India, however has an option China never had – to build its future energy infrastructure around solar power and other renewables. This will be a choice that costs less, is much cleaner, saves water, provides a maximum of energy security, and allows India to move to the forefront of future technologies.
The promise of the Indian solar market is attracting an entirely new crowd of international investors, ranging from American, European, and Japanese utilities, and even Russian oil mogul, Rosneft.
The airport’s solar power plant, which is comprised of more than 46,000 solar panels arrayed across 45 acres of land, will produce 48,000 units of energy per day, the Economic Times reports.
Over the next 25 years the solar power station is expected to save 300,000 tons worth of carbon emissions.
That’s the equivalent of planting three million trees or not driving 750 million miles!
A new technique for pulling carbon out of the atmosphere could finally be the answer to global warming.

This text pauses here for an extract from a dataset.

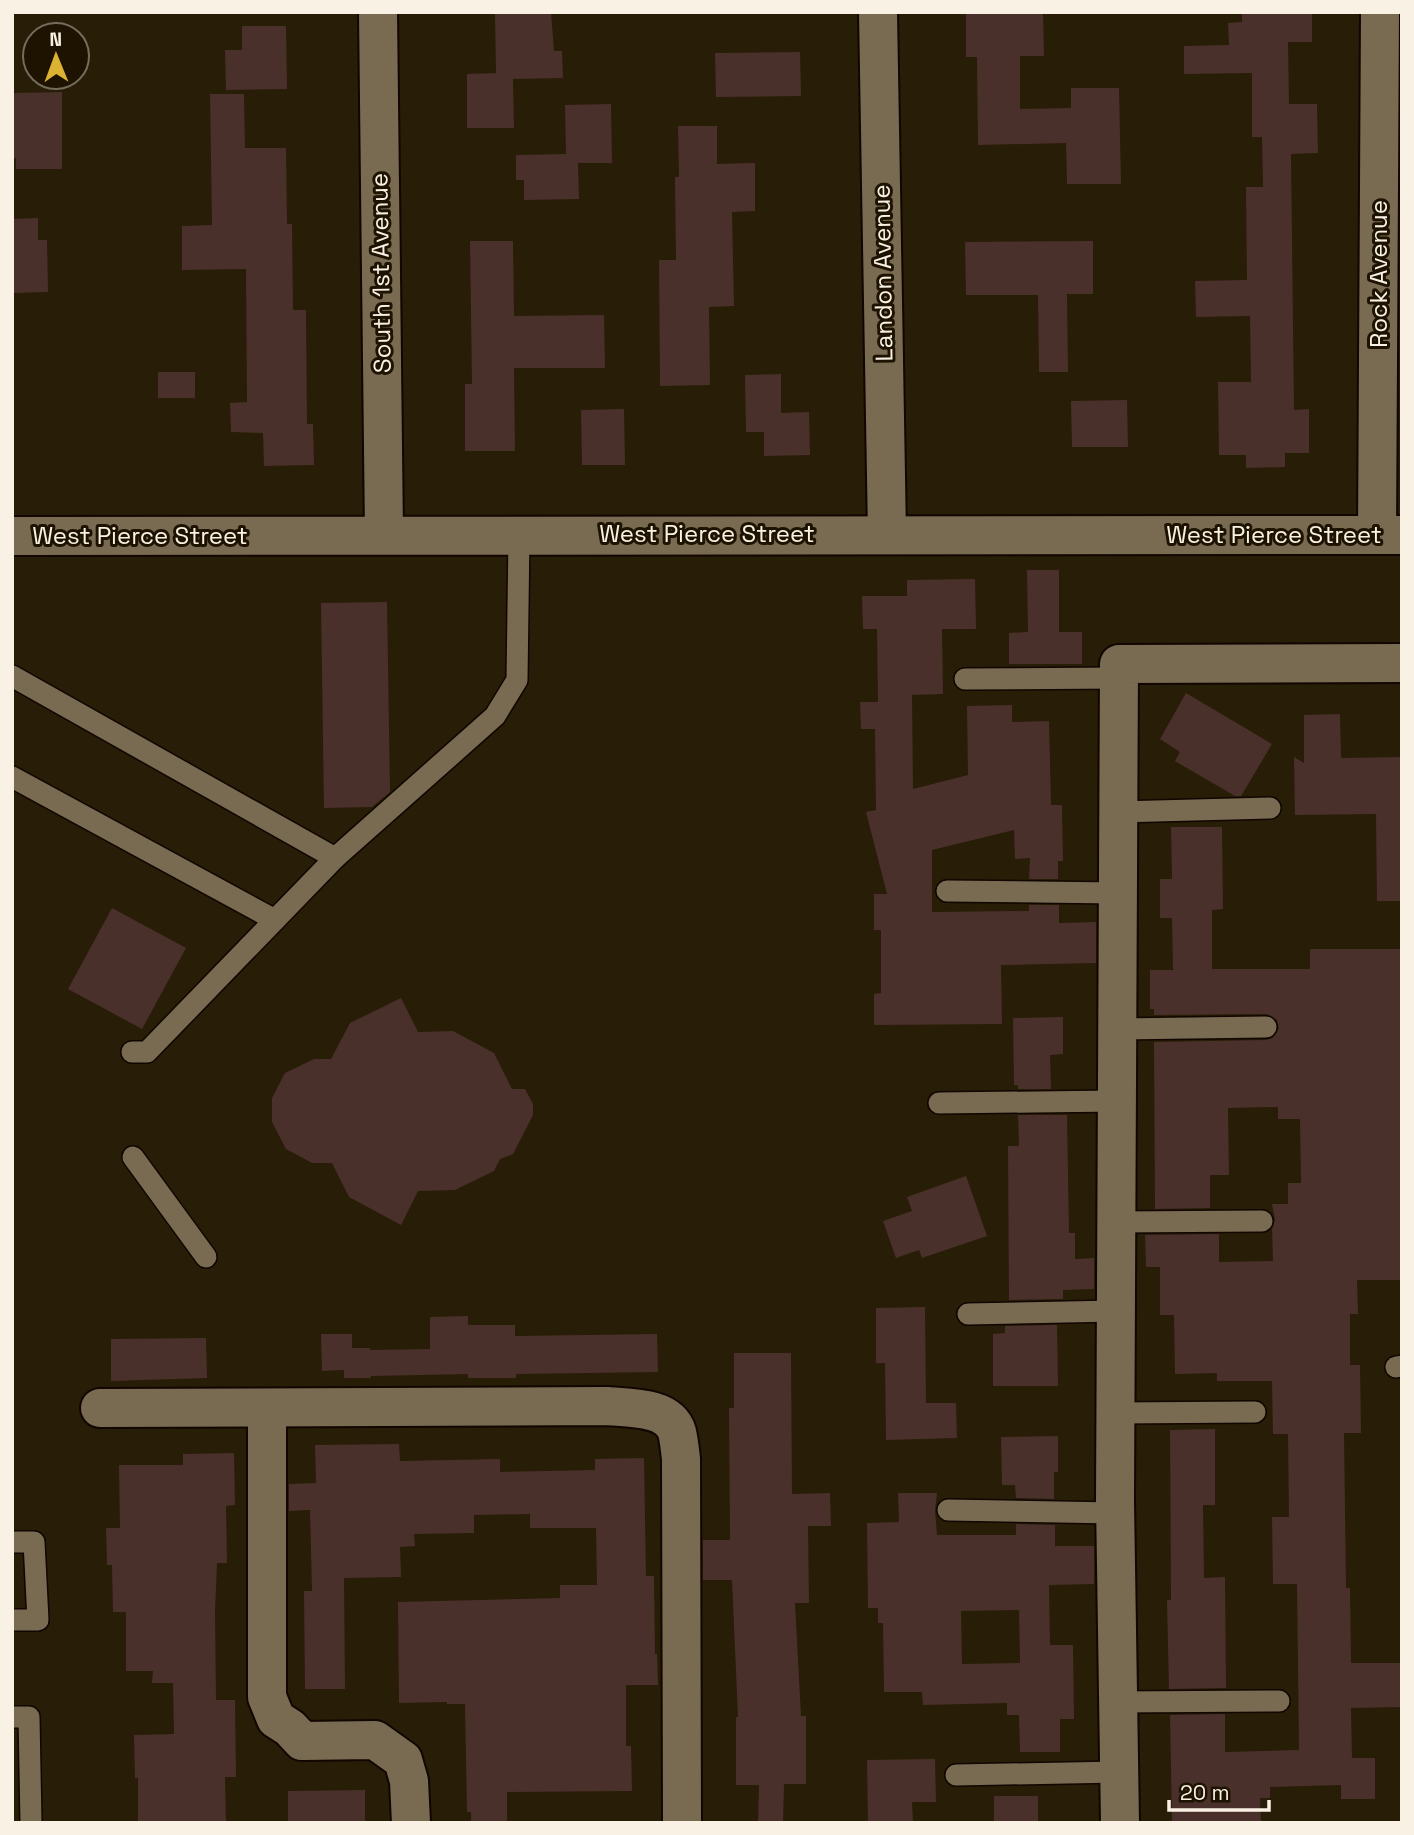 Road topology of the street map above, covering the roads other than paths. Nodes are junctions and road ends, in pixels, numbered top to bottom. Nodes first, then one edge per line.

The new method uses a unique solar powered system, the Solar Thermal Electrochemical Process, or STEP, to run volts of electricity through molten lithium carbonate.
Previous systems had struggled to make the process cheap and efficient enough for large-scale production, but professor Stuart Licht of George Washington University claims that his team’s new method could be scaled up if given enough backing.
Licht told the American Chemical Society in Boston that his prototype can make 10 grams of carbon nanofibers per hour, all using solar power.
Now it’s possible to suck stuff out of the air and make something from it.
Brad Pitt has been doing some off-camera work recently when he was back in New Orleans. In the wake of Hurricane Katrina’s 10th anniversary, Brad has been working to help rebuild homes that were destroyed in the Lower Ninth Ward, and so far 109 families have been touched by the star’s Make It Right foundation.
However, these are not your average urban homes. Brad enlisted the help of some of the region’s top architectural designers including Shigeru Ban, Thom Mayne, and Frank Gehry.